• What is expected:
Identify all lines of the data containing the string "Annunzio" and copy them.

(Records for the exercise)

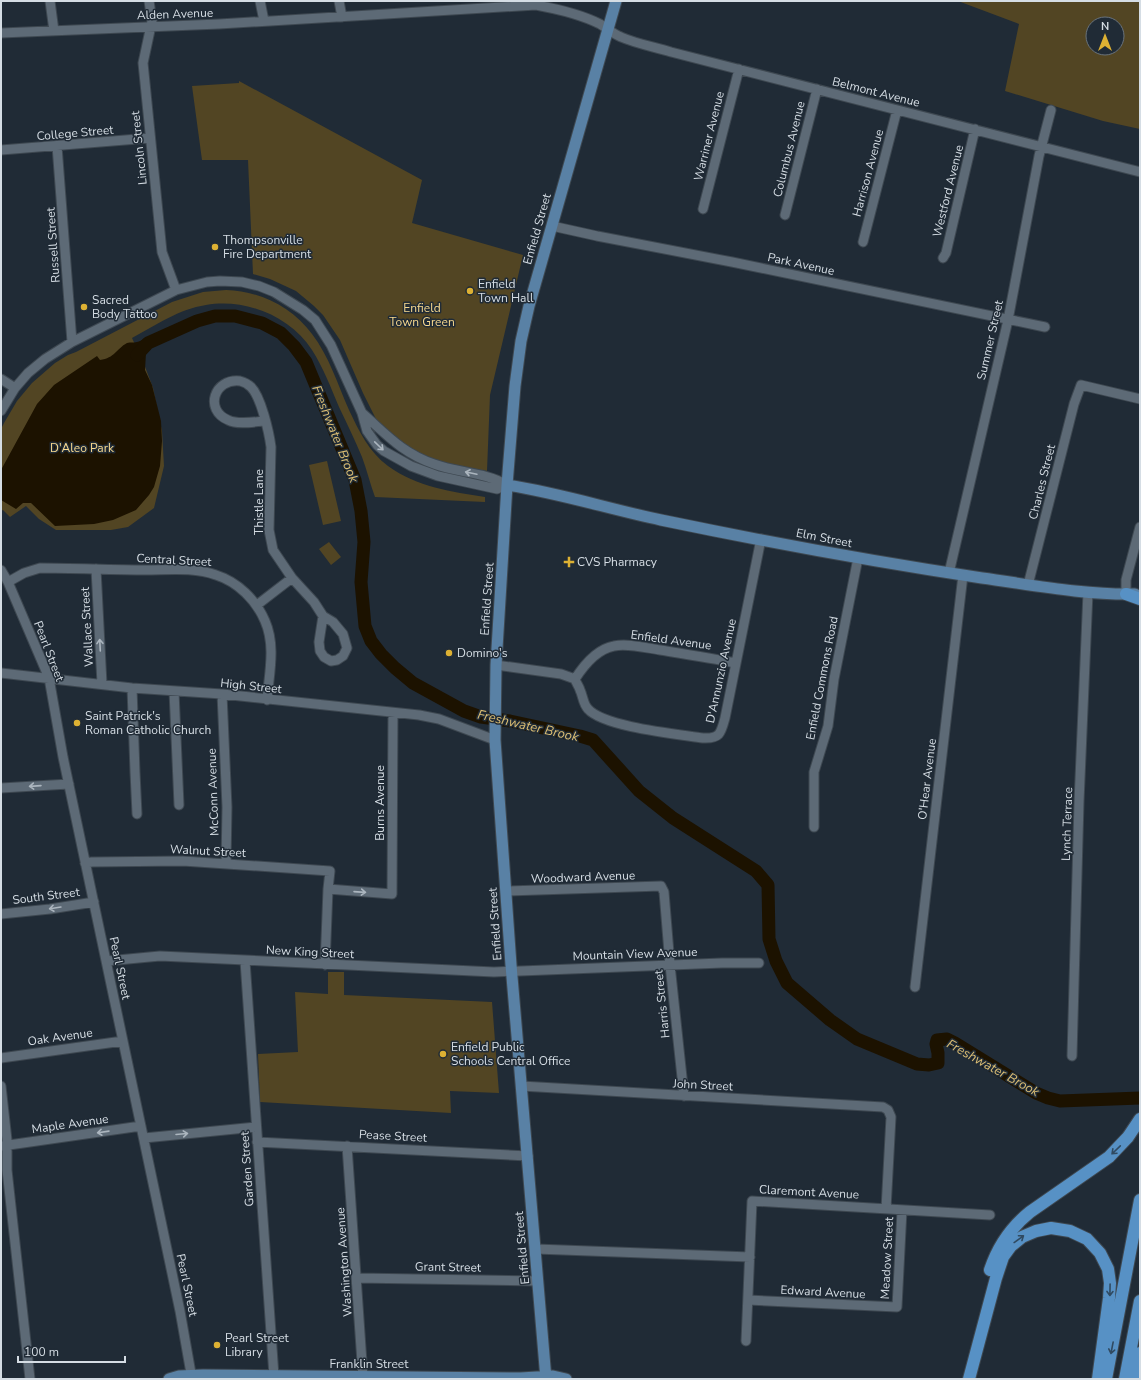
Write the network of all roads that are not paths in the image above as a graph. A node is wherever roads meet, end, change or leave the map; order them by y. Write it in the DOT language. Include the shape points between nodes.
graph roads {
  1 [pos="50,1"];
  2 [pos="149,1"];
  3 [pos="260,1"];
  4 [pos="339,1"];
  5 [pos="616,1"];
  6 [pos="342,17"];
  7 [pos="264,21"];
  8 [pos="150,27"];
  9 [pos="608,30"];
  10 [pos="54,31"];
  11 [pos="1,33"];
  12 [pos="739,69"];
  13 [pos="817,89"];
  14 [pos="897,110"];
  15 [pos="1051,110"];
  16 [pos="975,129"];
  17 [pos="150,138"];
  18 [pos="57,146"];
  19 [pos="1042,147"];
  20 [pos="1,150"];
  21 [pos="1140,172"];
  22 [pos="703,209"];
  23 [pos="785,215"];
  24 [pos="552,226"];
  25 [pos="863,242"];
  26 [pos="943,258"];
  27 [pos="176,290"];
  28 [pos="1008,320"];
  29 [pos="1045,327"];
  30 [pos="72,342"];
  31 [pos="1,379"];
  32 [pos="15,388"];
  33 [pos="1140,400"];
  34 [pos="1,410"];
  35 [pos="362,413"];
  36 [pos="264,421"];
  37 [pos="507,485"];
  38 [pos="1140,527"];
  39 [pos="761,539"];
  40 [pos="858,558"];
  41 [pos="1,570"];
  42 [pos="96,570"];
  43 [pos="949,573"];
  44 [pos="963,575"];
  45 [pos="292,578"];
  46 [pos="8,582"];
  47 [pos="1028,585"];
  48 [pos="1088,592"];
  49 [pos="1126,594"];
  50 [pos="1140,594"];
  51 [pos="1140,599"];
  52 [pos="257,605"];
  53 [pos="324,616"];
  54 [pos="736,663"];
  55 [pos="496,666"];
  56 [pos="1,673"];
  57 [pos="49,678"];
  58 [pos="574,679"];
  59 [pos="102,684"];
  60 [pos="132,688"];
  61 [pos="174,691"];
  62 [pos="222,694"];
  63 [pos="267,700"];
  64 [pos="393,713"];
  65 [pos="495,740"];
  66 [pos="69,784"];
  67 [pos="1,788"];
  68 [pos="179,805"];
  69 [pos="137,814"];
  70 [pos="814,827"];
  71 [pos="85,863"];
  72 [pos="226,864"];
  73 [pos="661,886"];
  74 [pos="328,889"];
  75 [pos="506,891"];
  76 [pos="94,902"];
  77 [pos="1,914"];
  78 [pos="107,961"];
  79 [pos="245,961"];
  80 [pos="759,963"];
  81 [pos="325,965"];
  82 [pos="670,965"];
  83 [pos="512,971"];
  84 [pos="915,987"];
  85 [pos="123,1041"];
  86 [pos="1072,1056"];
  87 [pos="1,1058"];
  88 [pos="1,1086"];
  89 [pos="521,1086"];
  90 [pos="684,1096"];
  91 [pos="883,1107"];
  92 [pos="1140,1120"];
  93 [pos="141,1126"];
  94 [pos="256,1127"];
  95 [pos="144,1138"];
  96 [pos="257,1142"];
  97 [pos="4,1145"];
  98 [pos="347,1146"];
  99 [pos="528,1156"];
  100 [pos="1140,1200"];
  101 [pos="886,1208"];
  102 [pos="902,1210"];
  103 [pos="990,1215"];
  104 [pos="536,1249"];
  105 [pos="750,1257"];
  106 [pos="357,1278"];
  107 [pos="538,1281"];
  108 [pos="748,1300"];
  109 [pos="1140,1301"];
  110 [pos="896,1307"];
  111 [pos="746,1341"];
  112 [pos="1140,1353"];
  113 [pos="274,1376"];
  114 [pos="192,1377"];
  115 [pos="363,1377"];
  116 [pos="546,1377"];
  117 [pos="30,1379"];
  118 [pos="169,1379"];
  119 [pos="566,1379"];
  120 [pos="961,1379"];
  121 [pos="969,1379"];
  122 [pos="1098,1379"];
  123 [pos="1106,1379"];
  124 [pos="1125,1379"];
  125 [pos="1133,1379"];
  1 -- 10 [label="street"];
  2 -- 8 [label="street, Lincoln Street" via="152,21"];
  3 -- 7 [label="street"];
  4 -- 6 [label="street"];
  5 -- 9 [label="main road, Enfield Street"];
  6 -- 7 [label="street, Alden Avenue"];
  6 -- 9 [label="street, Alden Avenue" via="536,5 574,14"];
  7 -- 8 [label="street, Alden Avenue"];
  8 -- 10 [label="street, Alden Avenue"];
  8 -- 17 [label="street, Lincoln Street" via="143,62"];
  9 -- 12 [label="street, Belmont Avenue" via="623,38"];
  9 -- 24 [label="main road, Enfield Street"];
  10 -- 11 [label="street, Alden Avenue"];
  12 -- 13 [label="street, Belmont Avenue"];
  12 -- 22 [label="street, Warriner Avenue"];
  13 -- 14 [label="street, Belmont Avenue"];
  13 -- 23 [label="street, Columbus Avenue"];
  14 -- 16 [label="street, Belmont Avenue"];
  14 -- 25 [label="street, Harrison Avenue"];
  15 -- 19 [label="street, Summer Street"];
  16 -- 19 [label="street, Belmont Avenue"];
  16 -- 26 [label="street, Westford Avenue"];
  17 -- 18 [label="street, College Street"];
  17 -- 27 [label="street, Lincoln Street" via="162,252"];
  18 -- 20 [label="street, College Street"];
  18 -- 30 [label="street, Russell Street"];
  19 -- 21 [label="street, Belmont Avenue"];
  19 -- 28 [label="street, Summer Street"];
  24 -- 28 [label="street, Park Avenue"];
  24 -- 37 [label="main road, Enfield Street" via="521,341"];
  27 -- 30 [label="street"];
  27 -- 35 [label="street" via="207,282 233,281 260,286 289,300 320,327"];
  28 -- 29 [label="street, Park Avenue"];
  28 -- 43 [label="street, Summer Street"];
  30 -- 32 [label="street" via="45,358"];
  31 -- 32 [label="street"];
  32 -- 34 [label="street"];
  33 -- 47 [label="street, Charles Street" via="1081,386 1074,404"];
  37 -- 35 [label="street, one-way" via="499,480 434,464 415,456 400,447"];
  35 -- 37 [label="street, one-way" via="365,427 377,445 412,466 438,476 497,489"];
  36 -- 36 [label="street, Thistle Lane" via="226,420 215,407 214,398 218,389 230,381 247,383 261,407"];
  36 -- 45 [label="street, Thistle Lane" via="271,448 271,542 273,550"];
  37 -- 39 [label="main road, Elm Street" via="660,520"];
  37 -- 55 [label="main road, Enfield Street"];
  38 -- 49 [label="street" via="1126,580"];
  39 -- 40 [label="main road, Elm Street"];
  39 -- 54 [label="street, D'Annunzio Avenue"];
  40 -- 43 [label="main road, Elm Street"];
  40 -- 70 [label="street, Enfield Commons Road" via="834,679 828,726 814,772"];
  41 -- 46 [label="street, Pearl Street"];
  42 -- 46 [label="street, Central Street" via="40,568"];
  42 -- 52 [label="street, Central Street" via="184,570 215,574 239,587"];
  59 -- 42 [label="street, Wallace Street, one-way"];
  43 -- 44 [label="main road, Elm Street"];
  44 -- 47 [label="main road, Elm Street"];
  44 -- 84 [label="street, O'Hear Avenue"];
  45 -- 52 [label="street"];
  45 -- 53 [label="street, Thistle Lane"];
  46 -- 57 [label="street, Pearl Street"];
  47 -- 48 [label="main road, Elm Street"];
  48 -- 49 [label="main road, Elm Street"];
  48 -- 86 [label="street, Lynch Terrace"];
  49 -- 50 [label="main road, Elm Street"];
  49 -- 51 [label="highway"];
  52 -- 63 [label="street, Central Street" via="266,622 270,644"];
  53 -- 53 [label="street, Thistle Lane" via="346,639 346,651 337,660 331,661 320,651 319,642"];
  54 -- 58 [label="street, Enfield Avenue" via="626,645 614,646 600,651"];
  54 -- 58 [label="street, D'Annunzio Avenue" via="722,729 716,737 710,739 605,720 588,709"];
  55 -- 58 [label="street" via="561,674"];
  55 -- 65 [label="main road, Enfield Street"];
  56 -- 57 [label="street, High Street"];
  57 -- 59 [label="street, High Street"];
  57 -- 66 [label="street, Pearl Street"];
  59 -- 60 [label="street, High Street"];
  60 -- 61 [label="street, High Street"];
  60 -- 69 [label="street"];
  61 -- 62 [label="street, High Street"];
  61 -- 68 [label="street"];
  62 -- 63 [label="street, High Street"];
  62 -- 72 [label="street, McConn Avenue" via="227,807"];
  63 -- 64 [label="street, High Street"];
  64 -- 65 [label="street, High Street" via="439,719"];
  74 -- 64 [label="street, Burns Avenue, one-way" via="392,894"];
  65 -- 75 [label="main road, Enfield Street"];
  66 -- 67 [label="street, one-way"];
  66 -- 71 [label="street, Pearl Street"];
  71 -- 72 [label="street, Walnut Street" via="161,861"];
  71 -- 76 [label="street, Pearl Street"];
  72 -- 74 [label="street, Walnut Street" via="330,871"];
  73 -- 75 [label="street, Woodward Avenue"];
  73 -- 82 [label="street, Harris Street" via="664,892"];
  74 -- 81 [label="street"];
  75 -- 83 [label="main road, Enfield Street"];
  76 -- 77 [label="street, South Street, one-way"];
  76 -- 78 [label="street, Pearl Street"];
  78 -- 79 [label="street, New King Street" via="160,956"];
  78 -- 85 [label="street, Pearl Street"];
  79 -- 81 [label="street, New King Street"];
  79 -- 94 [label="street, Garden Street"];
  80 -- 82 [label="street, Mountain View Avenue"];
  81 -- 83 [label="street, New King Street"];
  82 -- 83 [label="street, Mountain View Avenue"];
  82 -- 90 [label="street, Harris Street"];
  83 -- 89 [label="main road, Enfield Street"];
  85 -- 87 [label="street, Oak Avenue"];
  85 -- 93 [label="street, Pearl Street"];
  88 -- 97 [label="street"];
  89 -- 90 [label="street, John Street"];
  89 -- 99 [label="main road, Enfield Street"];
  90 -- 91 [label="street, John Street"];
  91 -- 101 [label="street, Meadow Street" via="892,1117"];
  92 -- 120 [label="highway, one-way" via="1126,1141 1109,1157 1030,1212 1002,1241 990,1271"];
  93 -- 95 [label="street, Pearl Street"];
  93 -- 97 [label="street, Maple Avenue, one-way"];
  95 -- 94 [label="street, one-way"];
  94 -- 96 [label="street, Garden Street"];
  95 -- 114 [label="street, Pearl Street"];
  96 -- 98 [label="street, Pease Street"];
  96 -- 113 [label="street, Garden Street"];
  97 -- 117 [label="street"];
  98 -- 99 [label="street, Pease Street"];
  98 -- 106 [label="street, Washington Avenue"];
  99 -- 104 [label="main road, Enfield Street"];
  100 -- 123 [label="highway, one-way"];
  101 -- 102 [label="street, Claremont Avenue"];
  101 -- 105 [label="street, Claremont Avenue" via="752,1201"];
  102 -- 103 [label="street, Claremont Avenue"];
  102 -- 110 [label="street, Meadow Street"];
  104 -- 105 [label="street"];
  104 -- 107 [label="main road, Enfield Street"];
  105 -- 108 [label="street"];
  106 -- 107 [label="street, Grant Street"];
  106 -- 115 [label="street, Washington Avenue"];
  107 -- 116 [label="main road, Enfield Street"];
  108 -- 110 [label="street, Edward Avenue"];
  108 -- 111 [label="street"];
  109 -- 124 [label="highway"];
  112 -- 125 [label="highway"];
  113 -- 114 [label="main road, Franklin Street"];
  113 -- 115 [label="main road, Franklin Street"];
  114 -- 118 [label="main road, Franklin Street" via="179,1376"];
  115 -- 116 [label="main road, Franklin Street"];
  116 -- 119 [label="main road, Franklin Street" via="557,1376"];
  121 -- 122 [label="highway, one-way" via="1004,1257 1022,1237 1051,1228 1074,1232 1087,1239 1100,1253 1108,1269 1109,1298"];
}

(End Records for the exercise)

• Exercise solution:
  39 -- 54 [label="street, D'Annunzio Avenue"];
  54 -- 58 [label="street, D'Annunzio Avenue" via="722,729 716,737 710,739 605,720 588,709"];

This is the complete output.